Die EU hat sich allerdings mit ihrem "Green Deal" und der EU-Biodiversitätsstrategie bereits auf 30 Prozent Schutzgebiete bis 2030 festgelegt. Die deutsche und die EU-Delegation setzen sich darum auch in Montreal für diese Maßzahl ein. Ein wichtiger Unterschied bei der europäischen Strategie: Ein Drittel der Schutzgebiete - also zehn Prozent der Gesamtfläche - sollen streng geschützt sein. Hier müsste sich bei uns in den kommenden Jahren noch einiges verändern, um das Ziel bis 2030 zu erreichen, meint die Biologin Katrin Böhning-Gaese. Diese Forderung, zehn Prozent der Gebiete besonders streng zu schützen, war ursprünglich auch für die weltweite Biodiversitäts-Strategie auch im Gespräch, ist im aktuellen Entwurf in Montreal aber nicht enthalten.

Wo Schutzgebiete entstehen sollten

Die meisten Expertinnen und Experten sind sich einig, dass Schutzgebiete grundsätzlich einen wichtigen Beitrag zum Erhalt der Biodiversität leisten können. Vor allem dann, wenn sie groß, miteinander verbunden, gut verwaltet und kontrolliert sind. Eine wichtige Frage ist aber, wo Schutzgebiete ausgewiesen werden. Aus ökologischer Sicht, sollten sie am besten in biodiversitätsreichen Regionen entstehen, sagt die Biologie-Professorin Katrin Böhning-Gaese. Wo genau, hängt stark davon ab, wie man Biodiversität erfasst, so die Direktorin des Senckenberg Biodiversität und Klima-Forschungszentrums.

Blickt man auf besonders artenreiche Regionen, dann sollten die Schutzgebiete zum Beispiel in den Anden oder in der ostafrikanischen Grabenzone oder im Himalaya liegen, meint die Biologin, die auch Mitglied der Nationalen Akademie der Wissenschaften, Leopoldina, ist. Mit einem Fokus auf besonders seltene Arten kämen die Insel-Ökosysteme dazu, zum Beispiel Madagaskar oder Ozeanien. "Und wenn man auf die Wildnis schaut, wo wir wirklich noch unberührte, riesige Lebensräume haben, dann müssen wir auch in den hohen Norden nach Russland oder nach Kanada", sagt Böhnig-Gaese.

Schutz nur dort, wo es am wenigsten weh tut?

Doch nicht alle Experten sind von dem Ziel 30x30 als Mittel der Wahl überzeugt. Viel Erfahrung mit dem Ringen um Schutzgebiete im Meer hat Professor Thomas Brey vom Alfred-Wegener-Institut in Bremerhaven. Er sitzt für Deutschland in der Antarktis-Kommission. Ihm bereitet das 30x30 Ziel Kopfschmerzen: "Wir machen die Maßzahl zum Ziel unserer Aktion und das ist extrem gefährlich."

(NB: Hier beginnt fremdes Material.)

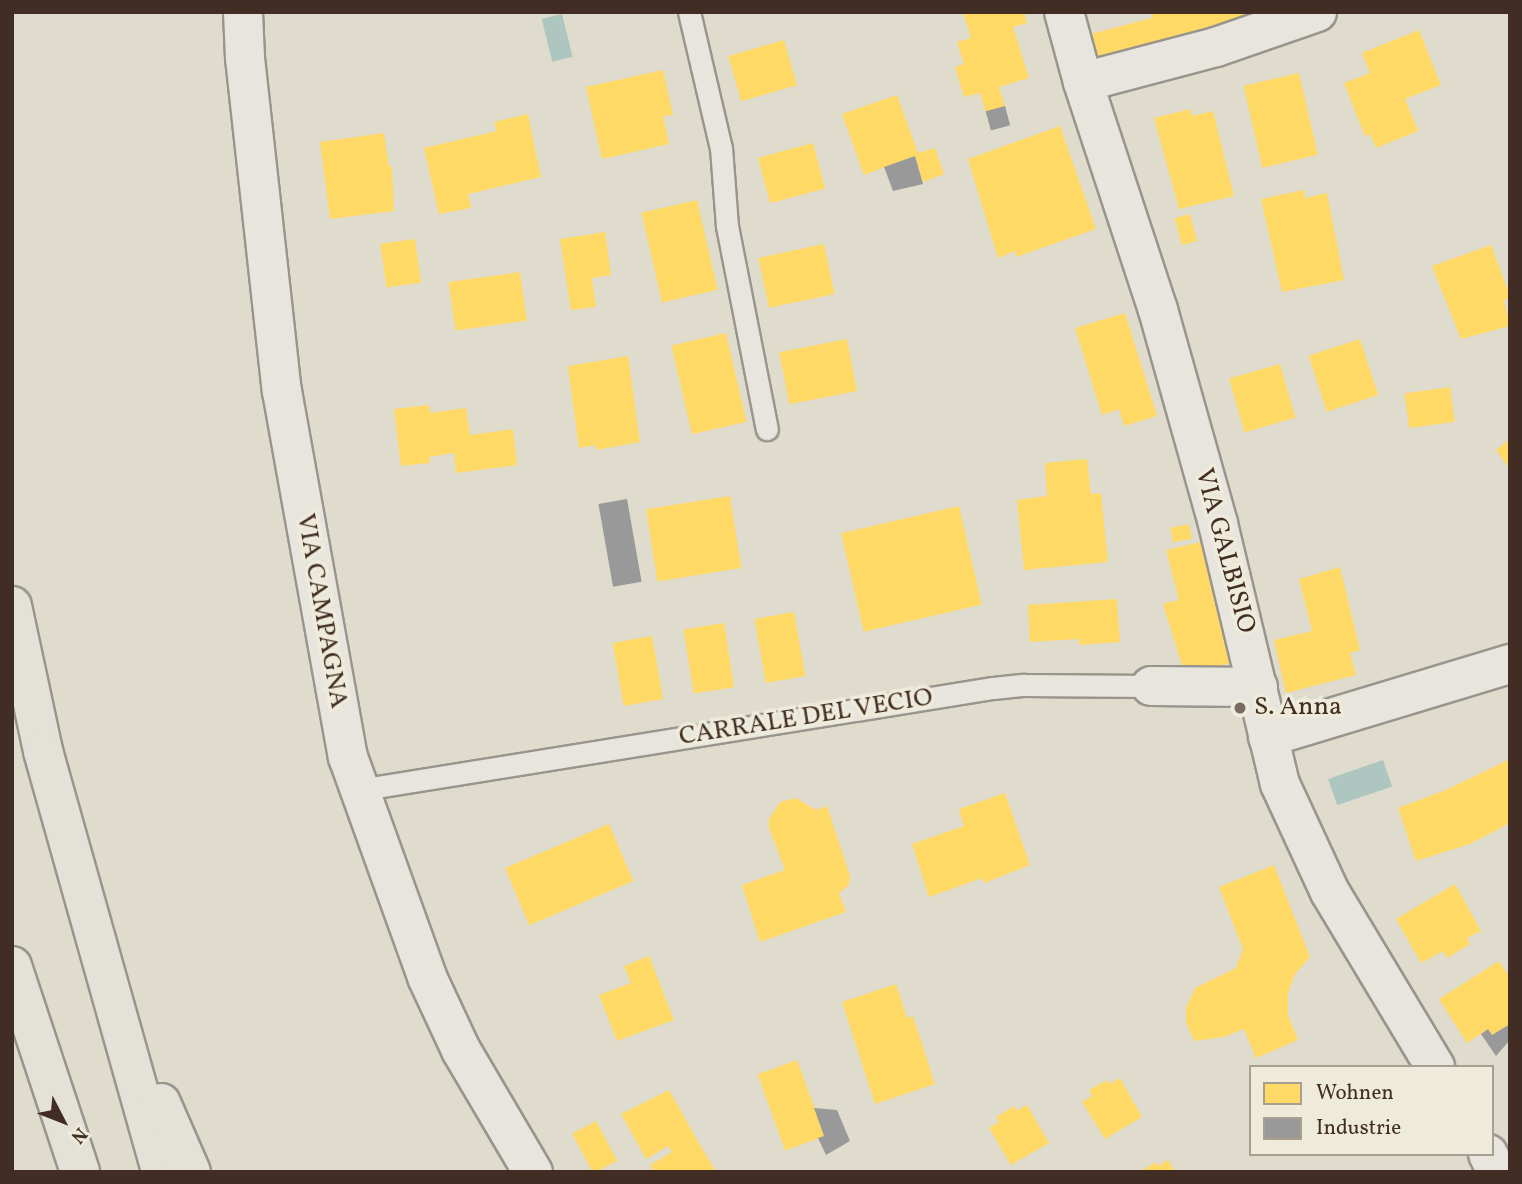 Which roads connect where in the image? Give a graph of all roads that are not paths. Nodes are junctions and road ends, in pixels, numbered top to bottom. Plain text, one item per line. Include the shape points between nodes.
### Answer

Der Wissenschaftler sieht die Gefahr, dass es am Ende nur noch darum geht, wie viel Fläche geschützt wird, egal wie oder wo. Dann würden eben die Gebiete mit den geringsten Interessenskonflikten geschützt, wo es am wenigsten wehtue, etwa in der Sahara oder in der Antarktis, nur um die 30 Prozent zu erreichen: "Und man verliert dabei das eigentliche Ziel – dass ich schützen will, da wo es wichtig ist, weil da schlimme Dinge passieren – aus den Augen. Das macht mir wirklich extreme Sorgen", so Brey. Auch weil es so schwierig ist, sich international auf Schutzgebiete im Meer zu einigen, hält Brey es für wichtiger, die globale Fischerei in den Griff zu kriegen.

"Paper Parks": Naturschutz nur auf dem Papier?

Eine weitere wichtige Frage ist: Wie streng werden die Gebiete wirklich geschützt? Eine große Befürchtung einiger Wissenschaftler und Naturschützer ist, dass noch mehr "Paper Parks" entstehen könnten. Also Schutzgebiete, die nur auf dem Papier stehen, aber nicht wirklich gut geschützt sind.